How to efficiently build a list of dicts without duplicates?

Question

In the code below, the 3rd and 4th elements are considered the same, because 'start' and 'end' are just switched:

{'start': '222',  'end': '333', 'type':'c'},
{'start': '333',  'end': '222', 'type':'c'}

I need to build a relations list or set which don't contain duplicates like above. Supposed the input is from list_of_dicts, and my code is the following to achieve the purpose:

relations = []
list_of_dicts = [{'start': '123',  'end': '456', 'type':'a'},
                  {'start': '111',  'end': '122', 'type':'b'},
                  {'start': '222',  'end': '333', 'type':'c'},
                  {'start': '333',  'end': '222', 'type':'c'},
                  ]

duplicate_keys = set()
for my_dict in list_of_dicts:
    duplicate_key = ''.join(sorted(my_dict['start'] + my_dict['end'] + my_dict['type']))
    if duplicate_key not in duplicate_keys:
        relations.append(my_dict)
        duplicate_keys.add(duplicate_key)

print(relations)

This seems to work. My list_of_dicts are supposed to be large, for example, 100 millions. Is this the fast way to do it? Also, the list_of_dicts here are illustrative purpose for convenience, but the 'relations' list are built from similar input.

If you want to be able to add them to sets, or use them as dict keys, see [`frozendict`](https://pypi.org/project/frozendict/). — Charles Duffy, Nov 09 '21 at 23:24
No need to sort. Just loop through and add both permutations as dict keys. — user2263572, Nov 09 '21 at 23:24
@user2263572, ...eh? No. They're _the same_. The ordering is not part of the dict itself. `{'a': 1, 'b': 2} == {'b': 2, 'a': 1}` is True. There's no reason whatsoever to add them as two separate items; and adding permutations is going to greatly increase memory usage. — Charles Duffy, Nov 09 '21 at 23:25
@CharlesDuffy He wants to treat `start: 1, end: 2` as equivalent to `start: 2, end: 1`. It has nothing to do with dictionary ordering. — Barmar, Nov 09 '21 at 23:26
_Ahhh_. In that case we can just sort the values and ignore the keys (for which ordering is independent). Make both `start: 1, end:2` and `start: 2, end: 1` evaluate to `lower: 1, higher: 2` and you're done. — Charles Duffy, Nov 09 '21 at 23:27
@CharlesDuffy But only start and end are considered, not type. — Barmar, Nov 09 '21 at 23:27
@Barmar, ...right, hence the "for which ordering is independent" caveat. — Charles Duffy, Nov 09 '21 at 23:28
Also, the list_of_dicts don't exist.
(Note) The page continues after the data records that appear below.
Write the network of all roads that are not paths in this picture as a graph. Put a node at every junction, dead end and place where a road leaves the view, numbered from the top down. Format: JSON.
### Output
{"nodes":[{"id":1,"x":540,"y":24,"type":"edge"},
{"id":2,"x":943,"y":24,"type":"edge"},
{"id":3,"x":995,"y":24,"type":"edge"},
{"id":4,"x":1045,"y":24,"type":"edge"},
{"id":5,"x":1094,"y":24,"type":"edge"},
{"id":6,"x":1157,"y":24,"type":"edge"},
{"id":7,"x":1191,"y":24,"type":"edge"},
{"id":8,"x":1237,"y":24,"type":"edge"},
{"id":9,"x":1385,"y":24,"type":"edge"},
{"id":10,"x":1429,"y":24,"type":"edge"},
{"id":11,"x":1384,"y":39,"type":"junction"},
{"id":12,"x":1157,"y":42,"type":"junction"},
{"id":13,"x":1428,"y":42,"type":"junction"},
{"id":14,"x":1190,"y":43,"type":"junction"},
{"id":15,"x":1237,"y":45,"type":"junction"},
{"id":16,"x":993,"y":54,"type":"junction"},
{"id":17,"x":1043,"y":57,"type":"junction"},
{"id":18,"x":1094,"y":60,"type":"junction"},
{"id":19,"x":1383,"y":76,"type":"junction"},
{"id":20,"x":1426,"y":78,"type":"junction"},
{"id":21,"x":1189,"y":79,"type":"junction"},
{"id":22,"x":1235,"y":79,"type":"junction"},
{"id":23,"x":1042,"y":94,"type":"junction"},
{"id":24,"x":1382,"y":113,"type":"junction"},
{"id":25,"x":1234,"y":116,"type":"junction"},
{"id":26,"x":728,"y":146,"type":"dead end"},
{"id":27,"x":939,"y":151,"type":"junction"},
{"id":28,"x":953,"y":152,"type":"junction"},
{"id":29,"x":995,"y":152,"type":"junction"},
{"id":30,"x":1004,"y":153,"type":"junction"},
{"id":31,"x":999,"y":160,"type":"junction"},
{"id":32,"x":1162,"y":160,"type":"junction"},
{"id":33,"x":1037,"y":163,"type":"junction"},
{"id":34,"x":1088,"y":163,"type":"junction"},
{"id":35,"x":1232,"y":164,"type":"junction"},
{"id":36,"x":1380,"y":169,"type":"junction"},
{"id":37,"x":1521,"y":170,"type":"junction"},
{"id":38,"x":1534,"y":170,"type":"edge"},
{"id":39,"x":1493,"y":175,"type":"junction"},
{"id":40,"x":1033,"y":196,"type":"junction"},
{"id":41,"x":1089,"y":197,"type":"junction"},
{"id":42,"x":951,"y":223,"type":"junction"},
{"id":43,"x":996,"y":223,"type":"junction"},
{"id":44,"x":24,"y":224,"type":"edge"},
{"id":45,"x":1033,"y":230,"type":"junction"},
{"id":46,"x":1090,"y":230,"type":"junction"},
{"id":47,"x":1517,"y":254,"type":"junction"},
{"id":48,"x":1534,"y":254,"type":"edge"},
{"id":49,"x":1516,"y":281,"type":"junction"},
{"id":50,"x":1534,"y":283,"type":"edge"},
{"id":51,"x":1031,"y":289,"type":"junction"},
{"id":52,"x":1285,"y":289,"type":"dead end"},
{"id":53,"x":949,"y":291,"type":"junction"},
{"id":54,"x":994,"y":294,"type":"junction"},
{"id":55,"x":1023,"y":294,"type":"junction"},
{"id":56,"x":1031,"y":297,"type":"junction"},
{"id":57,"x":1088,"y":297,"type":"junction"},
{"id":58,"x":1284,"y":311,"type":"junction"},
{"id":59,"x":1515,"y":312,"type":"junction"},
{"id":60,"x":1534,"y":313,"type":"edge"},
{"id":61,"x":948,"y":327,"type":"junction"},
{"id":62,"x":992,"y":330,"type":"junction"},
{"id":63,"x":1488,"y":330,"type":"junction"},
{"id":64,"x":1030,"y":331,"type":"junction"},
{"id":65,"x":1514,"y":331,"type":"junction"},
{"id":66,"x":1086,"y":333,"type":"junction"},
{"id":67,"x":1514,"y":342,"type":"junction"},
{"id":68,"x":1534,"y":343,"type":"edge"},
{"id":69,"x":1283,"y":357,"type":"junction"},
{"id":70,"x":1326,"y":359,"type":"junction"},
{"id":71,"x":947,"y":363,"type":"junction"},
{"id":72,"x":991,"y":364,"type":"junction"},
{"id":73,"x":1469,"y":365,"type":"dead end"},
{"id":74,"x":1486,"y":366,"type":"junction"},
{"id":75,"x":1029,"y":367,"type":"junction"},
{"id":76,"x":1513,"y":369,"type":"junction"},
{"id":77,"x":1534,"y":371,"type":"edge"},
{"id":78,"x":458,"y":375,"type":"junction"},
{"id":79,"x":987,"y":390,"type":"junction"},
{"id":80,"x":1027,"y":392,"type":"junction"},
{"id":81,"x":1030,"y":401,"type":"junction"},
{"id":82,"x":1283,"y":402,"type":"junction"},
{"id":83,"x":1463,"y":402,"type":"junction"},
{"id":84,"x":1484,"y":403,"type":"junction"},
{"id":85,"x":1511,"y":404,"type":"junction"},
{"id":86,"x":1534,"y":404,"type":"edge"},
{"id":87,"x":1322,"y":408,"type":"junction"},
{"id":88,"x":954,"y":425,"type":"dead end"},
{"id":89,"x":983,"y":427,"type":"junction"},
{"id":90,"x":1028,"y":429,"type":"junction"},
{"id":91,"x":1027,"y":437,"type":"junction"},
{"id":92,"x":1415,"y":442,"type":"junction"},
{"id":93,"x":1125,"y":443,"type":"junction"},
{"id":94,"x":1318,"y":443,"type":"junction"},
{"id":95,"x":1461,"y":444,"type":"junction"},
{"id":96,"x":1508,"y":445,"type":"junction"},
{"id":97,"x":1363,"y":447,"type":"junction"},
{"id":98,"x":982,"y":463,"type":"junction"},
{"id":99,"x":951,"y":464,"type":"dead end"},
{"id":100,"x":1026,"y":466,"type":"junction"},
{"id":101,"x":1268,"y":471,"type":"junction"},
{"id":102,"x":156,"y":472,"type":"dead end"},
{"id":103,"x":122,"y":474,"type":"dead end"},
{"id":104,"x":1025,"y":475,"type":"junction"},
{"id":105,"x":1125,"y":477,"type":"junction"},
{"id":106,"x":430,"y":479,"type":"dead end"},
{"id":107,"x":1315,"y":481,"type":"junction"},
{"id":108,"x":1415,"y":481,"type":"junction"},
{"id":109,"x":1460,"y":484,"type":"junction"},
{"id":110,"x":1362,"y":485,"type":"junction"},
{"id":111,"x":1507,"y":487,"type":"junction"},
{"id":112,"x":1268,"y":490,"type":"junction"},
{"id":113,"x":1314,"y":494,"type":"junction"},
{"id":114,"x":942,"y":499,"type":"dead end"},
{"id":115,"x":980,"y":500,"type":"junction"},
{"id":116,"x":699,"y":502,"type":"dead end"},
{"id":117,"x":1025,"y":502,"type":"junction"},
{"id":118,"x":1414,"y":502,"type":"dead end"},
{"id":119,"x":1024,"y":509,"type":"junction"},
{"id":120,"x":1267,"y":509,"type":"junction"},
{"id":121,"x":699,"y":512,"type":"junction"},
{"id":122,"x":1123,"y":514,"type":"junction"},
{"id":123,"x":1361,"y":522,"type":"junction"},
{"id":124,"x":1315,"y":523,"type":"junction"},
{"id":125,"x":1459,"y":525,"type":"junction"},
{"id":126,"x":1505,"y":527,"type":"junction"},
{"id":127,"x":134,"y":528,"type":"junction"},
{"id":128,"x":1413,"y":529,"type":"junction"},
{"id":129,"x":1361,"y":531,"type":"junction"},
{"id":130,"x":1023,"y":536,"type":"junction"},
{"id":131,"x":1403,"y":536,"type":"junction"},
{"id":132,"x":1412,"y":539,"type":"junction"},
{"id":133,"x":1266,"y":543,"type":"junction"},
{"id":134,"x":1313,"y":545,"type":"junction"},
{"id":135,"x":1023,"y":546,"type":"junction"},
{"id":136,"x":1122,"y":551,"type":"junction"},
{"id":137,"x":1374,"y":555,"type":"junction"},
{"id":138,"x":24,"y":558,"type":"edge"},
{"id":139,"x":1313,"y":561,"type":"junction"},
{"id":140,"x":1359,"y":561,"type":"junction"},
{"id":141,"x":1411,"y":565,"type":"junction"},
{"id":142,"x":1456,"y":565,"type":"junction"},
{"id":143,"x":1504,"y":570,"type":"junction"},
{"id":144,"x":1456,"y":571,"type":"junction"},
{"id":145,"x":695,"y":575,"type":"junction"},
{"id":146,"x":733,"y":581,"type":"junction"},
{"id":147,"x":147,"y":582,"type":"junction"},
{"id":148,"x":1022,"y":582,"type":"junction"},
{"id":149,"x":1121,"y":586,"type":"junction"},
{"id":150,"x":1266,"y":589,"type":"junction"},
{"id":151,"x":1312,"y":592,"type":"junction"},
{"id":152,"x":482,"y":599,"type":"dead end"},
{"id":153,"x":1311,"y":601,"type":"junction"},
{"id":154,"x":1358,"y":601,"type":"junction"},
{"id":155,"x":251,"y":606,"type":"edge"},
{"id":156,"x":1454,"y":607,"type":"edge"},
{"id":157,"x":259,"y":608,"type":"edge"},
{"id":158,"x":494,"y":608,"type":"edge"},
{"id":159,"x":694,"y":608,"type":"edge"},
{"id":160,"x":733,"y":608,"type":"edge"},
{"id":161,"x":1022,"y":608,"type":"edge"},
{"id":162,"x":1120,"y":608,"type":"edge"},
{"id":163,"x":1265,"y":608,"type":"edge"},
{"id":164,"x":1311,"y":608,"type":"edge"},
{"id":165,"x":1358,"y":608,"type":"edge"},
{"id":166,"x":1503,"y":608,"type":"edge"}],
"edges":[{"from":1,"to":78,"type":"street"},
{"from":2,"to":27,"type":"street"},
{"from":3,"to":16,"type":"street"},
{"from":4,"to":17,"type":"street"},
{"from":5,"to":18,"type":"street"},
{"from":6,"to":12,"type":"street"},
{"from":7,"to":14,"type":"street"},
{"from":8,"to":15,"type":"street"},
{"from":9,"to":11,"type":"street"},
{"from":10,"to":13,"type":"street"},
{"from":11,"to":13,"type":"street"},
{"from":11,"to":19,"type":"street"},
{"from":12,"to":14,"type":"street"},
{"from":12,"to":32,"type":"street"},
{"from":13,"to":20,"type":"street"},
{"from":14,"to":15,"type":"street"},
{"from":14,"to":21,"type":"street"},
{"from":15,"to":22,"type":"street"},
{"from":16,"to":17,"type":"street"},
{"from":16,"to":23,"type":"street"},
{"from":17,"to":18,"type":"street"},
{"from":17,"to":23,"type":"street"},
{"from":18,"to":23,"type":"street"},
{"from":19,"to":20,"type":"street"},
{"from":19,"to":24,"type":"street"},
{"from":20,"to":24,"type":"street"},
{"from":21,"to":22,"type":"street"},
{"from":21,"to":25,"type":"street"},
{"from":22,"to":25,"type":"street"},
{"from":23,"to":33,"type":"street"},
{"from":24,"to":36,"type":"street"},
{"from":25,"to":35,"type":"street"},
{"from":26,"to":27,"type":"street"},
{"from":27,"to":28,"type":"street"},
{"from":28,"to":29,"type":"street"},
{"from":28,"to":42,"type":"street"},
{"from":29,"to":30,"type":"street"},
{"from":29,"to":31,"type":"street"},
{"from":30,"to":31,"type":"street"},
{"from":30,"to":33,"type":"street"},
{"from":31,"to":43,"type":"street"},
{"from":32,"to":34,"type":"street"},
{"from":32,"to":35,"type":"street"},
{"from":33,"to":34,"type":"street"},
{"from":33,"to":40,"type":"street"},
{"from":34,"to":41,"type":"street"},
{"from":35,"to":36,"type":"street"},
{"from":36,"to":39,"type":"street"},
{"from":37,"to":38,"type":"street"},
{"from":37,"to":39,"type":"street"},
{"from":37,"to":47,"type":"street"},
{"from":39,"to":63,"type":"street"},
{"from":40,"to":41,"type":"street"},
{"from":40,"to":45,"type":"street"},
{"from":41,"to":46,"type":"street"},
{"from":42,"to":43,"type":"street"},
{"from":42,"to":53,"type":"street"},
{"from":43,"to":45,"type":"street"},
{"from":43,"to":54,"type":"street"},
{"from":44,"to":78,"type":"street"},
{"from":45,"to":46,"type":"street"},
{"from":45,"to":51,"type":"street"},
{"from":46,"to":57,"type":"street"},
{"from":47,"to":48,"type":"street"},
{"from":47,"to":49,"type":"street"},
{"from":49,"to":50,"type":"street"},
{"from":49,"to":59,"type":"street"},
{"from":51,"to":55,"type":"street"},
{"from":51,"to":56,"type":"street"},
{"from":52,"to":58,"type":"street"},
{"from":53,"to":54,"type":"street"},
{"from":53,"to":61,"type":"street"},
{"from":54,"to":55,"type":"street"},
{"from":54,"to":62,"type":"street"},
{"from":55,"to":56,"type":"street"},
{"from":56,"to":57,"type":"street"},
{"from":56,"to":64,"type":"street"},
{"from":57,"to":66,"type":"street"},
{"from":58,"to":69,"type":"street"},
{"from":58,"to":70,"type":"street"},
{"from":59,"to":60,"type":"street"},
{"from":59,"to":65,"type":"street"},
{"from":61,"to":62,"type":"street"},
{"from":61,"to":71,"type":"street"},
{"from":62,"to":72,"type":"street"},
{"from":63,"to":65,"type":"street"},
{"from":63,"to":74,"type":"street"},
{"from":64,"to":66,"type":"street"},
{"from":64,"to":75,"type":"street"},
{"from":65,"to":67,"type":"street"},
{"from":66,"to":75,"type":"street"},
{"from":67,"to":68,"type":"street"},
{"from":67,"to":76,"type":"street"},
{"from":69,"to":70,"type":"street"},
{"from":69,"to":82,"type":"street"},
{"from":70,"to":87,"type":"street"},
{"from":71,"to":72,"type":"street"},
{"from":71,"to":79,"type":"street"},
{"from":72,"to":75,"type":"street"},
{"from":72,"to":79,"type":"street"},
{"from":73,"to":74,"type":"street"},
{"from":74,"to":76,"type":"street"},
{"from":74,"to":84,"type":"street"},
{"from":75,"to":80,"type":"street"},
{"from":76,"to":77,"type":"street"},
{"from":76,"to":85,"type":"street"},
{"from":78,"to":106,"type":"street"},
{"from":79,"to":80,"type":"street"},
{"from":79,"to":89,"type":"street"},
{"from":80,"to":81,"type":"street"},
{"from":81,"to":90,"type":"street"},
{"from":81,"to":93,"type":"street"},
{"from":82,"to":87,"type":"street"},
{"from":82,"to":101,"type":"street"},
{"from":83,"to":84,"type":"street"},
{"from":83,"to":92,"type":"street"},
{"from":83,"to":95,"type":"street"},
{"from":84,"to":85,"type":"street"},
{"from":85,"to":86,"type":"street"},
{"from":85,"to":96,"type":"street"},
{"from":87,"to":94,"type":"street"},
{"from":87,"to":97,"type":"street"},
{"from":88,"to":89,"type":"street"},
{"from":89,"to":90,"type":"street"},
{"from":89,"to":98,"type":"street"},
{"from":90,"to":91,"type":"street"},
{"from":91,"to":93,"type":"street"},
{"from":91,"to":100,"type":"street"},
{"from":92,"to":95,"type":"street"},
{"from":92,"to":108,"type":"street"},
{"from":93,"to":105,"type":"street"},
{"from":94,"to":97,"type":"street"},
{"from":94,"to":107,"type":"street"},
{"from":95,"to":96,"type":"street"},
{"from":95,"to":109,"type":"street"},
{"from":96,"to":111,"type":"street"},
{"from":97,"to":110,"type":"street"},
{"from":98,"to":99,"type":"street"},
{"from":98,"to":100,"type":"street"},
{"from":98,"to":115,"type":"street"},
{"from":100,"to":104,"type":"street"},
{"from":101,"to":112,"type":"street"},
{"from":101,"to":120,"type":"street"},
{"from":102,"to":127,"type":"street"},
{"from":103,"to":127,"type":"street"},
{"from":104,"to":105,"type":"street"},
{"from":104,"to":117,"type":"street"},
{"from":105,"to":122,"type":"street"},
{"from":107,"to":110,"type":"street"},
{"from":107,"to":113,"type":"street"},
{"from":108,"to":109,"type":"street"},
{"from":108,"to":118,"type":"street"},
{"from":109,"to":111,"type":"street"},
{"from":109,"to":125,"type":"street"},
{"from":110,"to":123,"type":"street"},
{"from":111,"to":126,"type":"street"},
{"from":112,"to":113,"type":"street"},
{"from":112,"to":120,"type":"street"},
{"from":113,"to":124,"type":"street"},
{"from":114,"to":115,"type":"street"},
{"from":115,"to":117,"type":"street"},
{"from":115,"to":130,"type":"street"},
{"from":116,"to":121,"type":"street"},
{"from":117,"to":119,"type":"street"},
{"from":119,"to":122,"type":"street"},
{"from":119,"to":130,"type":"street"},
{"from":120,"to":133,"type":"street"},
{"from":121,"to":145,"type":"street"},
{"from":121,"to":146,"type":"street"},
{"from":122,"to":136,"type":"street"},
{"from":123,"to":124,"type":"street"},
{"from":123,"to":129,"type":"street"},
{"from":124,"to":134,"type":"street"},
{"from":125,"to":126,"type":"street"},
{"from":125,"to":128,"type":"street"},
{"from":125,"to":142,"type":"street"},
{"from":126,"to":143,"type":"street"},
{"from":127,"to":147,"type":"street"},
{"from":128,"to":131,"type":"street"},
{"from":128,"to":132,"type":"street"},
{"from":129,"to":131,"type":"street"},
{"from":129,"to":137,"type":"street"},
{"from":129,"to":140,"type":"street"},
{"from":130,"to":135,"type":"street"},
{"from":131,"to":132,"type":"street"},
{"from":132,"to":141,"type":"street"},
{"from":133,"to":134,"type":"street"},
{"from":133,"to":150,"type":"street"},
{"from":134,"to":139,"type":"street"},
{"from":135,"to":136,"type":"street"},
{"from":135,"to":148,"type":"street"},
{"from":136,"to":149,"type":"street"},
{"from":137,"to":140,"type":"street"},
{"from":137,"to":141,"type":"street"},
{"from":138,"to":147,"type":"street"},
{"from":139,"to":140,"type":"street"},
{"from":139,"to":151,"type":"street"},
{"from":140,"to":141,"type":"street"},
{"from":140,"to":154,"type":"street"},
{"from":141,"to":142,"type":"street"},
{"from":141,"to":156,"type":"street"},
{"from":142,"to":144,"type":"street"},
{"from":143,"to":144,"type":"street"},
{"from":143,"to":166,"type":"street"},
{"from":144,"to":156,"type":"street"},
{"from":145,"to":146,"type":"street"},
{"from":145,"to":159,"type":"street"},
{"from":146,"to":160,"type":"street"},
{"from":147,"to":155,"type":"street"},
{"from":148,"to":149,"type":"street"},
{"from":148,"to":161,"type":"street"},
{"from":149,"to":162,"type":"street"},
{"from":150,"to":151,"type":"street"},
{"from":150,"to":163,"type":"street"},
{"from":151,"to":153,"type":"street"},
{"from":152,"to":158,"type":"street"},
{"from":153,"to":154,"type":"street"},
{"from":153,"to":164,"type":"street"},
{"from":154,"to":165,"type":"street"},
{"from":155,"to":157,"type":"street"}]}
Each dict in 'list_of_dicts' are produced in a loop and add to the relations list/ — marlon, Nov 09 '21 at 23:30

score 2 · Accepted Answer · answered Nov 10 '21 at 00:00

I think that is better to transform those dict into a specialize class, add to that class a hash function and let a set or a dict or similar take care of duplicates

>>> class MyObject:
        def __init__(self,start,end,type):
            self.data = (*sorted((start,end)),type)
        def __hash__(self):
            return hash(self.data)
        def __repr__(self):
            return f"{self.__class__.__name__}{self.data}"
        def __eq__(self,other):
            if isinstance(other,self.__class__):
                return self.data == other.data
            return False

    
>>> list_of_dicts = [{'start': '123',  'end': '456', 'type':'a'},
                  {'start': '111',  'end': '122', 'type':'b'},
                  {'start': '222',  'end': '333', 'type':'c'},
                  {'start': '333',  'end': '222', 'type':'c'},
                  ]
>>> new=[MyObject(**x) for x in list_of_dicts]
>>> new
[MyObject('123', '456', 'a'), MyObject('111', '122', 'b'), MyObject('222', '333', 'c'), MyObject('222', '333', 'c')]
>>> set(new)
{MyObject('123', '456', 'a'), MyObject('222', '333', 'c'), MyObject('111', '122', 'b')}
>>>

A.N. · Answer 2 · 2021-11-10T00:25:20.933

0

Try to use dict and tuples for keys:

list_of_dicts = [{'start': '123',  'end': '456', 'type':'a'},
                  {'start': '111',  'end': '122', 'type':'b'},
                  {'start': '222',  'end': '333', 'type':'c'},
                  {'start': '333',  'end': '222', 'type':'c'},
                  ]

for my_dict in list_of_dicts:
    k = tuple(sorted(my_dict.values()))

    if k not in relations:
        relations[k] = my_dict


print(list(relations.values()))

And one-liner with a little-bit different behavior:

list_of_dicts = [{'start': '123',  'end': '456', 'type':'a'},
                  {'start': '111',  'end': '122', 'type':'b'},
                  {'start': '222',  'end': '333', 'type':'c'},
                  {'start': '333',  'end': '222', 'type':'c'},
                  ]

relations = list({tuple(sorted(my_dict.values())): my_dict for my_dict in list_of_dicts}.values())

print(relations)

In this one-liner, latest value will be used in the dict. This is equivalent to the full version, but without condition if k not in relations:.

Result:

[{'start': '123', 'end': '456', 'type': 'a'}, {'start': '111', 'end': '122', 'type': 'b'}, {'start': '333', 'end': '222', 'type': 'c'}]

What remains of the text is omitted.